→ What this task involves: Should the word "Isaac" occur in a line of the records, copy that line.

→ Data in this exercise:
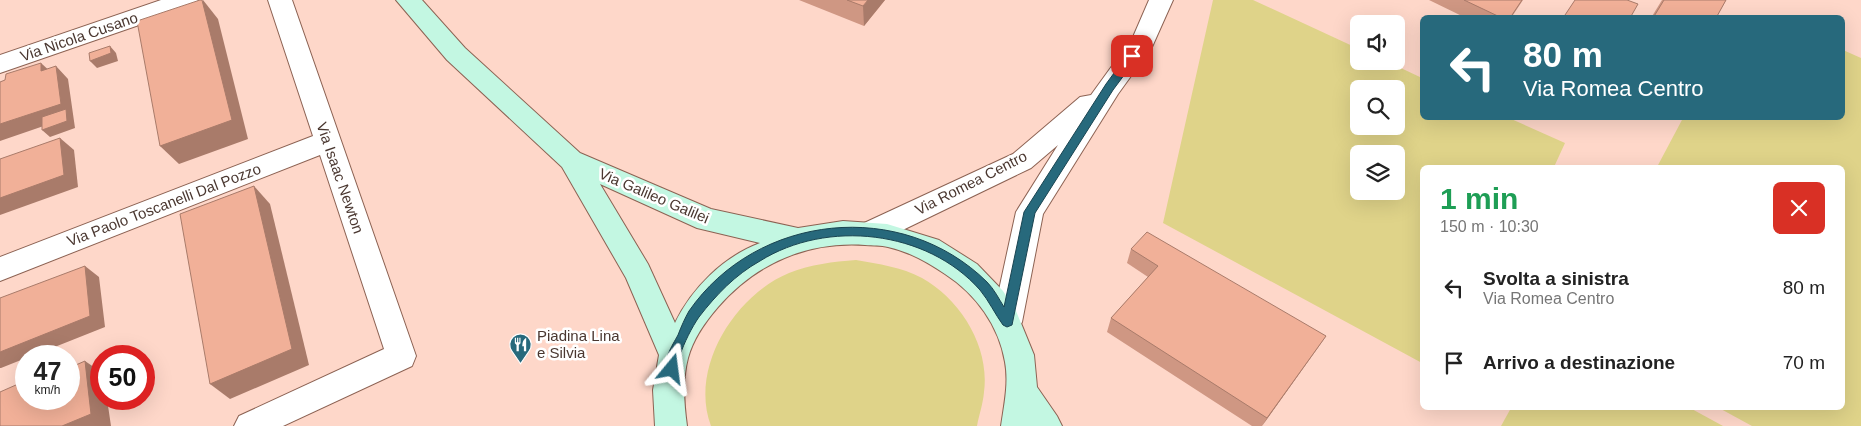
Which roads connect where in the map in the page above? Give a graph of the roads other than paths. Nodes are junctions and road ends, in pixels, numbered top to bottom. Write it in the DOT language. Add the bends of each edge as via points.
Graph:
graph roads {
  1 [pos="186,0"];
  2 [pos="280,0"];
  3 [pos="408,0"];
  4 [pos="1161,0"];
  5 [pos="0,64"];
  6 [pos="1110,87"];
  7 [pos="328,141"];
  8 [pos="571,160"];
  9 [pos="872,232"];
  10 [pos="796,239"];
  11 [pos="0,269"];
  12 [pos="1007,322"];
  13 [pos="674,355"];
  14 [pos="1022,392"];
  15 [pos="250,426"];
  16 [pos="671,426"];
  17 [pos="1017,426"];
  18 [pos="1046,426"];
  1 -- 5 [label="street, Via Nicola Cusano"];
  2 -- 7 [label="street, Via Isaac Newton"];
  3 -- 8 [label="main road, Via Galileo Galilei" via="456,54"];
  4 -- 6 [label="street, Via Romea Centro" via="1143,41"];
  6 -- 9 [label="street, Via Romea Centro" via="1022,161"];
  6 -- 12 [label="street, Via Romea Centro" via="1030,212"];
  7 -- 11 [label="street, Via Paolo Toscanelli Dal Pozzo"];
  7 -- 15 [label="street, Via Isaac Newton" via="401,356"];
  8 -- 10 [label="main road, Via Galileo Galilei" via="707,220"];
  8 -- 13 [label="main road, Via Galileo Galilei" via="638,274"];
  9 -- 10 [label="main road" via="846,231"];
  9 -- 12 [label="main road" via="914,241 952,259 984,287"];
  10 -- 13 [label="main road" via="756,256 721,282 693,315"];
  12 -- 14 [label="main road" via="1019,355"];
  13 -- 16 [label="main road" via="667,398"];
  14 -- 17 [label="main road"];
  14 -- 18 [label="main road"];
}
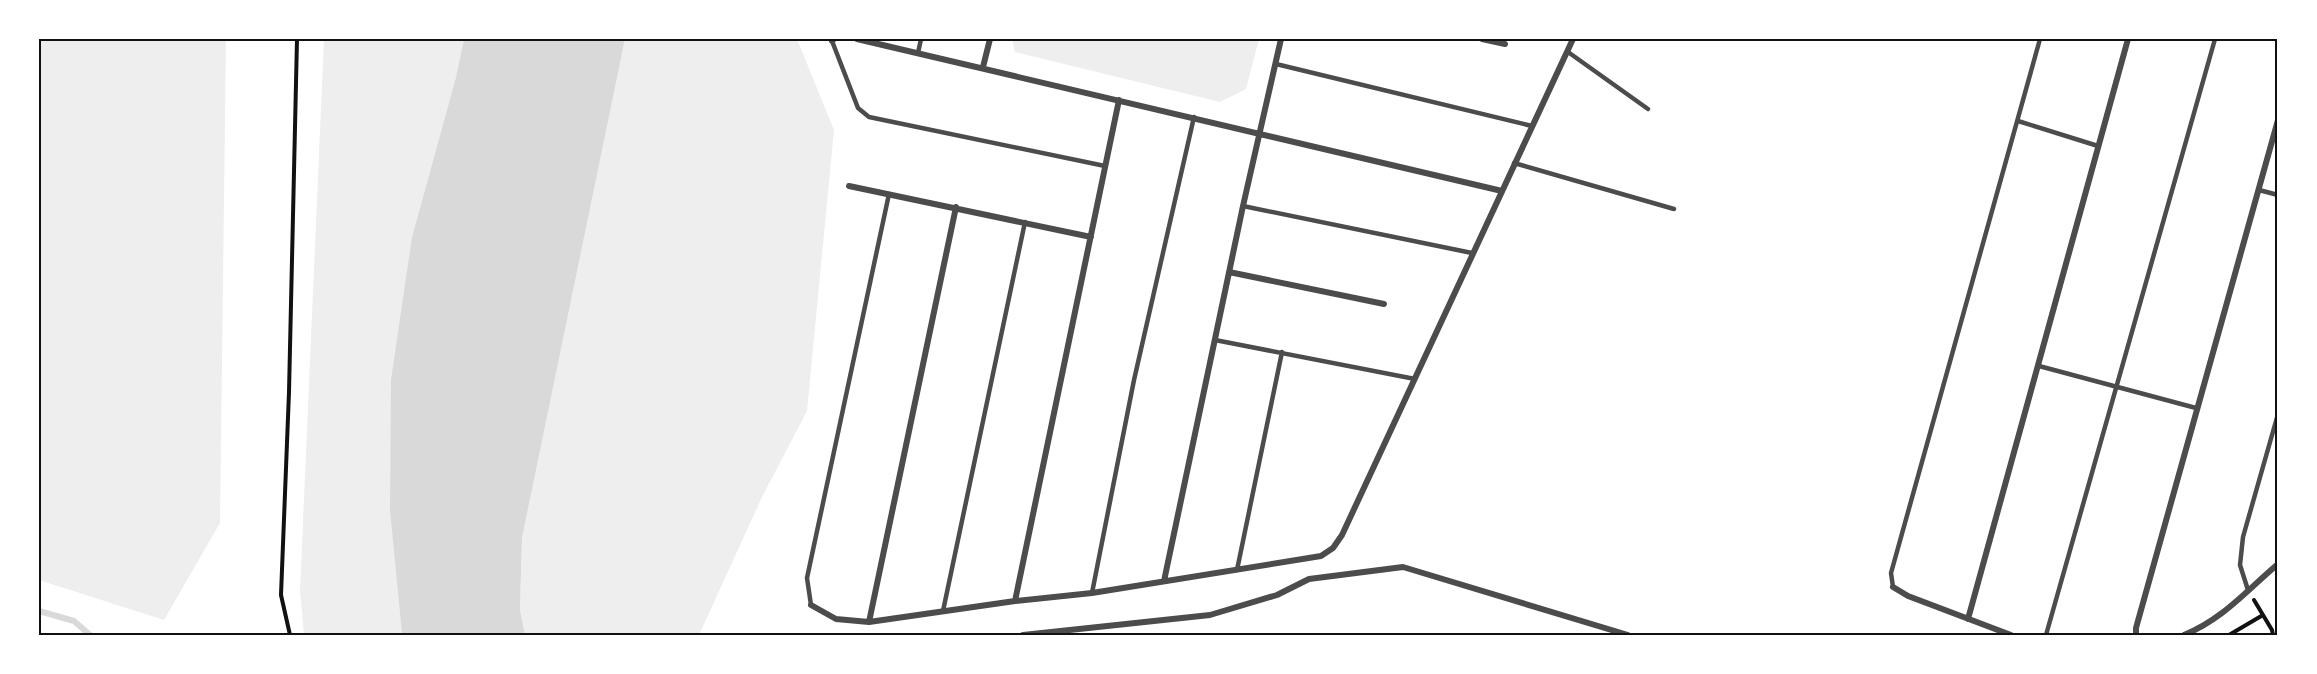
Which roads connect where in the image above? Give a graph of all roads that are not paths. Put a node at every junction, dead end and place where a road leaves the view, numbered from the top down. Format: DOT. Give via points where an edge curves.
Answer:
graph roads {
  1 [pos="857,39"];
  2 [pos="921,39"];
  3 [pos="990,39"];
  4 [pos="1281,39"];
  5 [pos="1482,39"];
  6 [pos="1574,39"];
  7 [pos="2040,39"];
  8 [pos="2128,39"];
  9 [pos="2215,39"];
  10 [pos="833,40"];
  11 [pos="1505,44"];
  12 [pos="1568,52"];
  13 [pos="918,53"];
  14 [pos="1275,64"];
  15 [pos="983,67"];
  16 [pos="1119,99"];
  17 [pos="1648,109"];
  18 [pos="1194,117"];
  19 [pos="2278,120"];
  20 [pos="2018,121"];
  21 [pos="1532,126"];
  22 [pos="1259,132"];
  23 [pos="2098,146"];
  24 [pos="1514,163"];
  25 [pos="1105,166"];
  26 [pos="849,186"];
  27 [pos="1502,190"];
  28 [pos="2259,190"];
  29 [pos="890,193"];
  30 [pos="2278,195"];
  31 [pos="1243,206"];
  32 [pos="956,207"];
  33 [pos="1674,209"];
  34 [pos="1025,222"];
  35 [pos="1091,237"];
  36 [pos="1472,253"];
  37 [pos="1229,272"];
  38 [pos="1384,303"];
  39 [pos="1215,340"];
  40 [pos="1282,352"];
  41 [pos="2039,366"];
  42 [pos="1415,379"];
  43 [pos="2117,387"];
  44 [pos="2196,408"];
  45 [pos="2278,414"];
  46 [pos="2278,564"];
  47 [pos="1237,570"];
  48 [pos="1164,581"];
  49 [pos="1893,587"];
  50 [pos="2247,590"];
  51 [pos="1092,593"];
  52 [pos="1015,601"];
  53 [pos="811,605"];
  54 [pos="943,611"];
  55 [pos="1968,619"];
  56 [pos="869,622"];
  57 [pos="1023,635"];
  58 [pos="1628,635"];
  59 [pos="2011,635"];
  60 [pos="2046,635"];
  61 [pos="2136,635"];
  62 [pos="2184,635"];
  1 -- 13 [label="street"];
  2 -- 13 [label="lane"];
  3 -- 15 [label="street"];
  4 -- 14 [label="street"];
  5 -- 11 [label="street"];
  6 -- 12 [label="street"];
  7 -- 20 [label="lane"];
  8 -- 23 [label="street"];
  9 -- 43 [label="lane"];
  10 -- 25 [label="lane" via="858,108 869,117"];
  12 -- 17 [label="lane"];
  12 -- 21 [label="street"];
  13 -- 15 [label="street"];
  14 -- 21 [label="lane"];
  14 -- 22 [label="street"];
  15 -- 16 [label="street"];
  16 -- 18 [label="street"];
  16 -- 25 [label="street"];
  18 -- 22 [label="street"];
  18 -- 51 [label="lane" via="1134,380"];
  19 -- 28 [label="street"];
  20 -- 23 [label="lane"];
  20 -- 49 [label="lane" via="1891,573"];
  21 -- 24 [label="street"];
  22 -- 27 [label="street"];
  22 -- 31 [label="street"];
  23 -- 41 [label="street"];
  24 -- 27 [label="street"];
  24 -- 33 [label="lane"];
  25 -- 35 [label="street"];
  26 -- 29 [label="street"];
  27 -- 36 [label="street"];
  28 -- 30 [label="lane"];
  28 -- 44 [label="street"];
  29 -- 32 [label="street"];
  29 -- 53 [label="lane" via="807,578"];
  31 -- 36 [label="lane"];
  31 -- 37 [label="street"];
  32 -- 34 [label="street"];
  32 -- 56 [label="street"];
  34 -- 35 [label="street"];
  34 -- 54 [label="lane"];
  35 -- 52 [label="street"];
  36 -- 42 [label="street"];
  37 -- 38 [label="street"];
  37 -- 39 [label="street"];
  39 -- 40 [label="lane"];
  39 -- 48 [label="street"];
  40 -- 42 [label="lane"];
  40 -- 47 [label="lane"];
  41 -- 43 [label="lane"];
  41 -- 55 [label="street"];
  42 -- 47 [label="street" via="1333,548 1321,555"];
  43 -- 44 [label="lane"];
  43 -- 60 [label="lane"];
  44 -- 61 [label="street"];
  45 -- 50 [label="lane" via="2243,537 2240,565"];
  46 -- 50 [label="street"];
  47 -- 48 [label="street"];
  48 -- 51 [label="street"];
  49 -- 55 [label="street"];
  50 -- 62 [label="street" via="2220,617"];
  51 -- 52 [label="street"];
  52 -- 54 [label="street"];
  53 -- 56 [label="street" via="836,619"];
  54 -- 56 [label="street"];
  55 -- 59 [label="street"];
  57 -- 58 [label="street" via="1210,615 1277,595 1309,579 1403,567"];
}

→ Response to this exercise:
  2 -- 7 [label="street, Via Isaac Newton"];
  7 -- 15 [label="street, Via Isaac Newton" via="401,356"];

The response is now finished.